Gascón and Audiard are the status quo. And worst of all, they feel comfortable enough in their way of thinking that Gascón only apologized for causing pain, but not for her actual words. Later, she went on to delete her X account and referenced a campaign of “hate and misinformation” that has affected her and her family, once again without taking any sort of accountability or trying to learn from it. And even after the controversy raged on, the best she could muster was the equivalent of “I can’t be racist; I have a Muslim friend” amid a word salad that felt like she was saying “What I said wasn’t the problem, it was how I said it” on Instagram. She followed that with an interview with Juan Carlos Arciniegas from CNN en Español where she said she didn’t think about deleting her previous tweets because her “conscience was clear.”

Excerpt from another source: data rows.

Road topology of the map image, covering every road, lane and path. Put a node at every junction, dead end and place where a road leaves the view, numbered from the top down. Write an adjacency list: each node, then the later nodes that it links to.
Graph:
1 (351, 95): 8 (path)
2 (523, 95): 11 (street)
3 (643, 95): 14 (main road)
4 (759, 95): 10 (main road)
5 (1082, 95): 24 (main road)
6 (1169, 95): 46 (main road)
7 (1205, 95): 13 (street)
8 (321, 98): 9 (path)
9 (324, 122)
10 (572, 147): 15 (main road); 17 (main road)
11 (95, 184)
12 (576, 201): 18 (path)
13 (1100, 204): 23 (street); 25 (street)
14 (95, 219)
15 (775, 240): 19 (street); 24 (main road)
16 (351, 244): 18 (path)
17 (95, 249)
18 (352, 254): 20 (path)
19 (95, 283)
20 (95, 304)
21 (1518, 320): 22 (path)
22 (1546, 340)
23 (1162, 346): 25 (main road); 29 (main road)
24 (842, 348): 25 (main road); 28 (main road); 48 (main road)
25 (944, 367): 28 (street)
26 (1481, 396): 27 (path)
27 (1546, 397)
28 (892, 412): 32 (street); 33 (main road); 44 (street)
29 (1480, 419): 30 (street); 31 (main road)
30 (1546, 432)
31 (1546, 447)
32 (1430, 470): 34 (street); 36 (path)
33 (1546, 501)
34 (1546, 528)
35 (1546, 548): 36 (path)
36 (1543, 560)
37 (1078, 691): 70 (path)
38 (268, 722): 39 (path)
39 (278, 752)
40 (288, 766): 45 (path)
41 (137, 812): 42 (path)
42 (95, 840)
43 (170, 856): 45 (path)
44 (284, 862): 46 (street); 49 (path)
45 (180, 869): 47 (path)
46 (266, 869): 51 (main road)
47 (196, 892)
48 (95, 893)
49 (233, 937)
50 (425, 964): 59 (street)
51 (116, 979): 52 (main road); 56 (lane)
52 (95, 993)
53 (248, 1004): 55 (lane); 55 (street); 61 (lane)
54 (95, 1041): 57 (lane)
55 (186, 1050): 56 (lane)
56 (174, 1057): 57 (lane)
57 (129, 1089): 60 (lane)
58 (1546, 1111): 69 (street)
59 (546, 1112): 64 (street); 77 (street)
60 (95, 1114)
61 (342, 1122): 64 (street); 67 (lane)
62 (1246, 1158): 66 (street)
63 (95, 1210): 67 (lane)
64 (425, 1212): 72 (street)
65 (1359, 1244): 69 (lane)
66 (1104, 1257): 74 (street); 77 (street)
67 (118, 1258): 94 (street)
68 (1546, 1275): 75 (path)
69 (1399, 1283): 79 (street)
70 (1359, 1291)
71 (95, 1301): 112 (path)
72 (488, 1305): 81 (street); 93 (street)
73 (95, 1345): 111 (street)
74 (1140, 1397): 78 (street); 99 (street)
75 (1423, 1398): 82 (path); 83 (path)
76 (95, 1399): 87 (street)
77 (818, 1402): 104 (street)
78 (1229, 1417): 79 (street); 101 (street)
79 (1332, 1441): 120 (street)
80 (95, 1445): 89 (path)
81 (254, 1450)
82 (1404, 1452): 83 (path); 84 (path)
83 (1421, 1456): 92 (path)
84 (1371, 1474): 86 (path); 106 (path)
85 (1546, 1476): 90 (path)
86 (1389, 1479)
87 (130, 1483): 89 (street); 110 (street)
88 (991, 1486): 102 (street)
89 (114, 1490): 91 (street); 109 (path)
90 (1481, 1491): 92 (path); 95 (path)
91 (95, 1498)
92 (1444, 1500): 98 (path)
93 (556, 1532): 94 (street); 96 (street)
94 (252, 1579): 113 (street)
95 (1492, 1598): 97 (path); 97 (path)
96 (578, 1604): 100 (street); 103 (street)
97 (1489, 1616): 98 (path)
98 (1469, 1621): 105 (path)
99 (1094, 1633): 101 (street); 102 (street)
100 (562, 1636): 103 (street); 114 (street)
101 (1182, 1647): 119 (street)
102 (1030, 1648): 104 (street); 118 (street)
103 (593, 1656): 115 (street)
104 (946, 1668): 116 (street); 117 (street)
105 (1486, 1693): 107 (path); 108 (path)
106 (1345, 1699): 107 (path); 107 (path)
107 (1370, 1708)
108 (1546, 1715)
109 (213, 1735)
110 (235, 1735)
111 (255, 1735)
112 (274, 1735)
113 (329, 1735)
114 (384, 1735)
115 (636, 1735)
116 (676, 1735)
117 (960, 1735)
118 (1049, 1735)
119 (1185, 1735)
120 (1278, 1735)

But again, as someone who’s been there, who has seen the treatment of Vini Jr. and many other Black and Brown public figures in Spain, someone who was treated worse in Spain than anywhere else in the world, I can’t say I’m surprised. “I’m sorry for those Spaniards who disagree but today, Spain is known as a country of racists,” Vini Jr. said after racist abuse in Valencia. He was right. The numbers don’t lie. This is a big problem in Spain. And if Karla Sofia Gascón’s reaction to her own words causing backlash is any indication, it’s not getting better. It’s being swept aside as if there wasn’t a problem in the first place.